Update: Strike Suspended at London Heathrow Airport for Monday, August 5, 2019 — But Still On for Tuesday

The strike which was scheduled to occur at London Heathrow Airport tomorrow, Monday, August 5, 2019 has been “suspended to allow for further talks at Acas”, according to an official statement was released by Unite, which is the largest union in the United Kingdom…

Update: Strike Suspended at London Heathrow Airport for Monday, August 5, 2019 — But Still On for Tuesday

…but the strike for Tuesday, August 6, 2019 is still on schedule to occur from 12:01 in the morning until 11:59 in the evening British Summer Time — unless it is averted at the last minute as a result from the talks which are now scheduled to occur tomorrow.

Acas is also known as the Advisory, Conciliation and Arbitration Service, which is a Crown non-departmental public body of the Government of the United Kingdom.

The aforementioned message was posted at the official Twitter account of Unite.

Because the strike was called off only hours before it was set to begin, some collateral damage has already occurred, as flights have already been delayed or canceled — which has caused outrage by many travelers whose plans have been altered.

Some of the other responses were much stronger in language and tone, and are not exactly fit for reposting.

A dispute in pay is the main reason why greater than 4,000 workers — including security guards, engineers, passenger service operatives, and passenger service drivers — planned to walk off the job at the busiest airport in the United Kingdom.

This message at the official Internet web site of London Heathrow Airport remains unchanged but offers the following assurance and advice:

Unite the union plans to take industrial strike action at Heathrow on Monday 5 and Tuesday 6 August, and Friday 23 and Saturday 24 August. We’d like to reassure you that the airport will continue to operate on these days as we put contingency plans in place. In the meantime, Heathrow remains committed to finding a solution with Unite to avoid further strike action.

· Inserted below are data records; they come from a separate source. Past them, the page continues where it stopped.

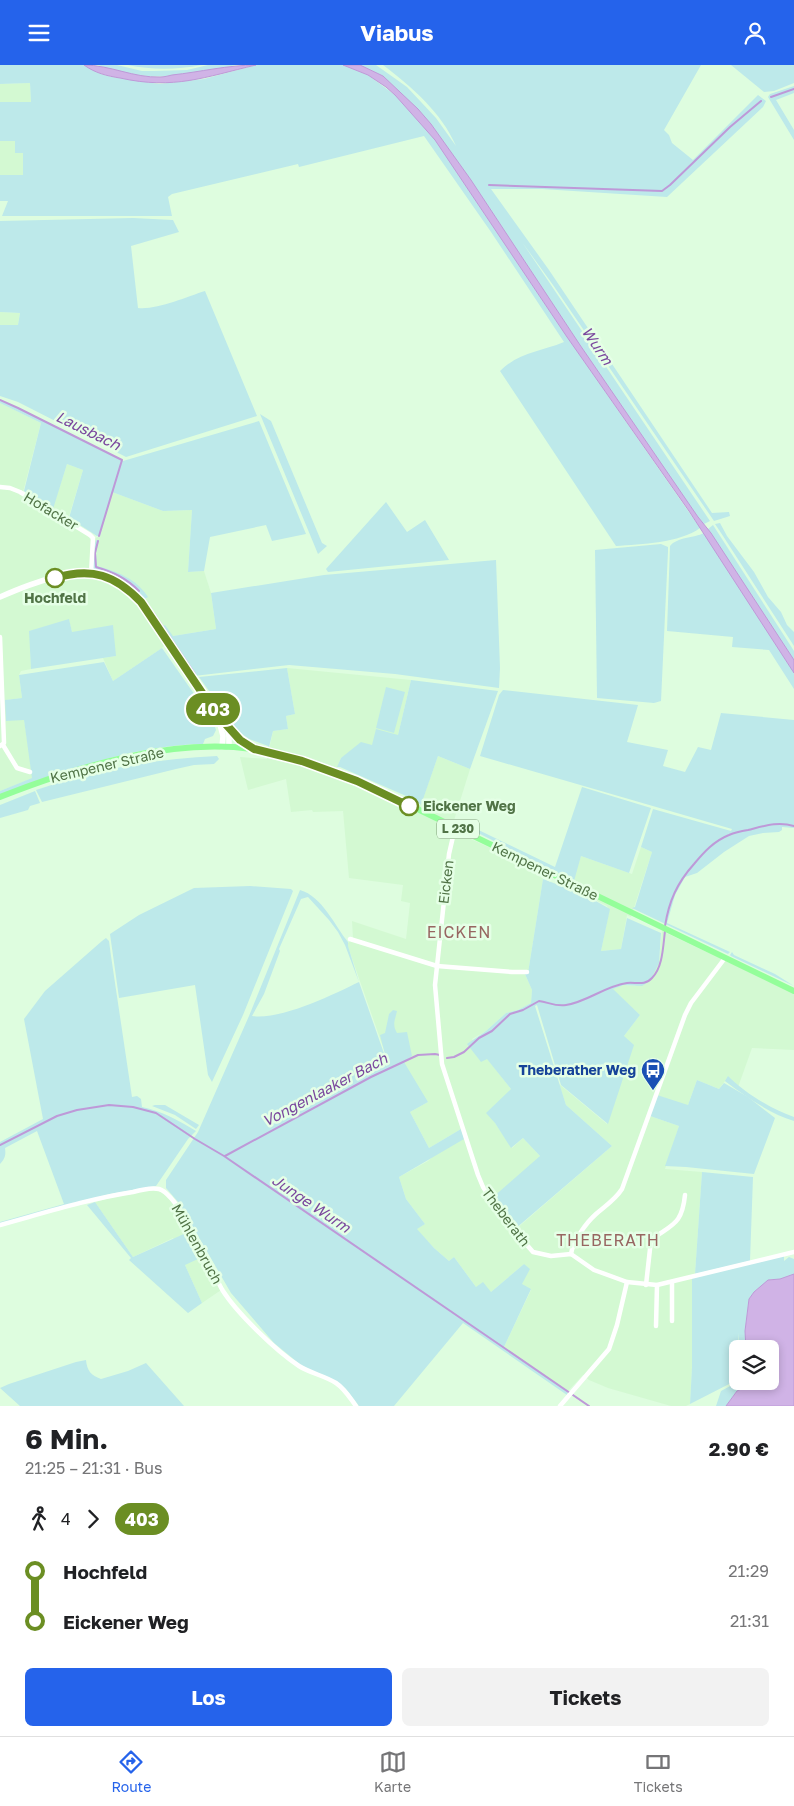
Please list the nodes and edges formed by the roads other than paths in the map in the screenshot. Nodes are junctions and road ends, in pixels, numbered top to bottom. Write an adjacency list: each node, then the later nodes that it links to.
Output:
1 (0, 487): 2 (street, Hofacker)
2 (91, 574): 3 (street); 5 (street)
3 (0, 597)
4 (0, 637): 7 (street)
5 (215, 712): 6 (street); 8 (street)
6 (226, 726): 8 (street); 9 (street)
7 (2, 746): 10 (street)
8 (226, 747): 9 (main road, Kempener Straße / L 230); 11 (main road, Kempener Straße / L 230)
9 (254, 749): 12 (main road, Kempener Straße / L 230)
10 (30, 772)
11 (0, 797)
12 (455, 828): 14 (main road, Kempener Straße / L 230); 15 (street, Eicken)
13 (350, 939): 15 (street)
14 (725, 958): 17 (main road, Kempener Straße / L 230); 22 (street)
15 (437, 966): 16 (street); 18 (street, Eicken)
16 (527, 971)
17 (794, 991)
18 (441, 1056): 22 (street, Theberath)
19 (685, 1195): 25 (street)
20 (0, 1225): 31 (street, Mühlenbruch)
21 (794, 1252): 24 (street)
22 (571, 1254): 23 (street)
23 (627, 1282): 25 (street); 29 (street)
24 (672, 1282): 26 (street); 27 (street)
25 (646, 1285): 26 (street)
26 (656, 1285): 28 (street)
27 (672, 1321)
28 (656, 1326)
29 (567, 1397): 30 (street); 32 (street)
30 (572, 1403)
31 (356, 1406)
32 (560, 1406)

Whilst most flights will operate as scheduled, to ensure your comfort, safety and security during this time, we are working with our airline partners to consolidate and reduce the number of flights operating during the strike period. Unfortunately, this does mean that some passengers will be moved onto different flights by their airlines. This is a difficult time for Heathrow, our airline partners, and above all our passengers, as the proposed strike action has been unreasonably designed to impact passengers taking well-deserved holidays. We apologise for any disruption to your journey, and appreciate your patience during this time.

If you are due to travel on one of the proposed strike days, your airline will be able to confirm the status of your flight — you will find their up to date contact information on our airline contact page. When contacting your airline, their advice may be that there is currently no update or change to your flight status; you should feel reassured that this means your flight is scheduled to depart without changes and we invite you to prepare for your flight as you booked it. However, to make sure you are as up to date as possible on your flight status, we would recommend that you contact your airline both in the days leading up to your flight and before travelling to Heathrow.

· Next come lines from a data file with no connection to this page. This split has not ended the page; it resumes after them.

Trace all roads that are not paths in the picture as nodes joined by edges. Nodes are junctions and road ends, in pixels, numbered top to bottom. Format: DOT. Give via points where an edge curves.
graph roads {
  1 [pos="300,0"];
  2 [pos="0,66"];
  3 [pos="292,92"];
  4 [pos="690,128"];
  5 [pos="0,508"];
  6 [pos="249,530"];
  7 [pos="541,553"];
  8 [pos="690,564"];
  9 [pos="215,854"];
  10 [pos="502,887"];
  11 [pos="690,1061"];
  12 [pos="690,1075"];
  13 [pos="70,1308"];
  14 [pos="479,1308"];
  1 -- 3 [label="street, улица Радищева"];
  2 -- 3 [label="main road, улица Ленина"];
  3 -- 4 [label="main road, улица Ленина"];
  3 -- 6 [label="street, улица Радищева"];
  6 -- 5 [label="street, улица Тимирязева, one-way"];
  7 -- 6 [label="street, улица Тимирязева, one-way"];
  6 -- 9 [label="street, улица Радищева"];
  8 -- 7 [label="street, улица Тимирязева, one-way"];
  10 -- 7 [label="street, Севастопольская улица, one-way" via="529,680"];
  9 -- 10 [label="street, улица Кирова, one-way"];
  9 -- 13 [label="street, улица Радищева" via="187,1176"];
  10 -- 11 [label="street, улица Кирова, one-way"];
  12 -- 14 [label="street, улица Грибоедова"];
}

Flight Waivers, Delays and Cancellations

If you are traveling to or from London Heathrow Airport on Monday, August 5, 2019 or Tuesday, August 6, 2019, expect delays and cancellations of flights. Keep up to date on the latest information pertaining to the industrial action which may adversely affect your travel plans. Better yet, postponing or canceling your trip might be a better option.

If you have a flight scheduled, your flight may be delayed or canceled — and you may be eligible for a waiver of a fee to change your itinerary.

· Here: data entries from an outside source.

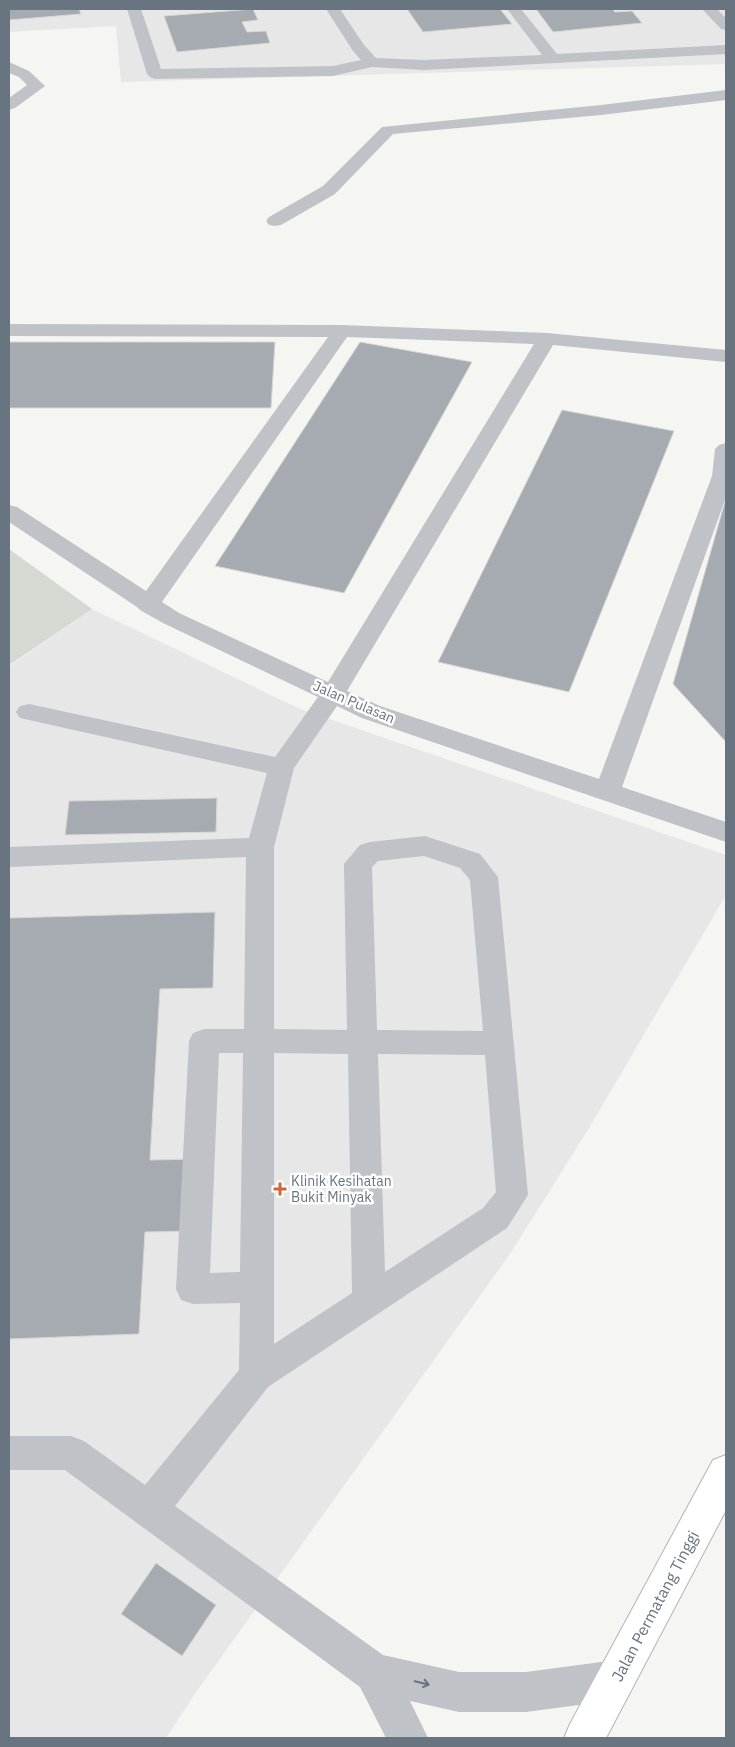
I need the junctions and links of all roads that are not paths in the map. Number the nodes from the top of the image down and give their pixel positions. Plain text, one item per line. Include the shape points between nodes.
1 (134, 9) edge
2 (333, 9) edge
3 (514, 9) edge
4 (709, 9) edge
5 (726, 26) edge
6 (726, 50) edge
7 (553, 59) junction
8 (372, 62) junction
9 (9, 67) edge
10 (726, 95) edge
11 (9, 105) edge
12 (276, 221) dead end
13 (9, 330) edge
14 (342, 331) junction
15 (547, 339) junction
16 (726, 356) edge
17 (726, 450) edge
18 (9, 512) edge
19 (148, 605) junction
20 (333, 694) junction
21 (29, 712) dead end
22 (281, 767) junction
23 (607, 792) junction
24 (726, 832) edge
25 (260, 847) junction
26 (9, 857) edge
27 (258, 1043) junction
28 (362, 1043) junction
29 (499, 1043) junction
30 (257, 1287) junction
31 (369, 1301) junction
32 (256, 1375) junction
33 (9, 1453) edge
34 (726, 1473) edge
35 (149, 1509) junction
36 (374, 1673) junction
37 (616, 1680) junction
38 (408, 1738) edge
39 (584, 1738) edge

1 - 8 street via 155,74 333,71
2 - 8 street via 358,48
3 - 7 street
4 - 5 street
6 - 7 street
7 - 8 street via 424,65
9 - 11 street via 24,74 37,86
10 - 12 street via 388,130 329,190
13 - 14 street
14 - 15 street
14 - 19 street
15 - 16 street
15 - 20 street
17 - 23 street via 723,476
18 - 19 street, Jalan Pulasan
19 - 20 street, Jalan Pulasan
20 - 22 street
20 - 23 street, Jalan Pulasan via 371,712
21 - 22 street
22 - 25 street
23 - 24 street, Jalan Pulasan
25 - 26 street
25 - 27 street
27 - 28 street
27 - 30 street
27 - 30 street via 204,1041 193,1289
28 - 29 street
28 - 29 street via 358,864 370,852 425,846 470,861 484,877
28 - 31 street
29 - 31 street via 512,1195 495,1218
30 - 32 street
31 - 32 street
32 - 35 street
33 - 35 street via 70,1453
34 - 37 highway, Jalan Permatang Tinggi
35 - 36 street
36 -> 37 street via 459,1692 526,1692
36 - 38 street
37 - 39 highway, Jalan Permatang Tinggi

Here are 14 airlines which have issued travel alerts as a result of this industrial action:

Summary

If all of the strikes which are detailed in this article come to fruition, traveling to, from or within the United Kingdom over the next 25 days will likely be nothing short of a nightmare — even if some or all of them do cancel at the last minute. If you have travel plans during that period of time, consider postponing them or altering them with other options — and if that is not possible, then at least keep yourself aware of the latest updates pertaining to these potentially stressful situations.

Whether or not the airline on which you are traveling as a passenger to or from London Heathrown Airport is on the aforementioned list, contact the airline on which you plan on traveling to find out if any refunds or travel waivers are being offered through which the dates of travel can be changed without any penalty…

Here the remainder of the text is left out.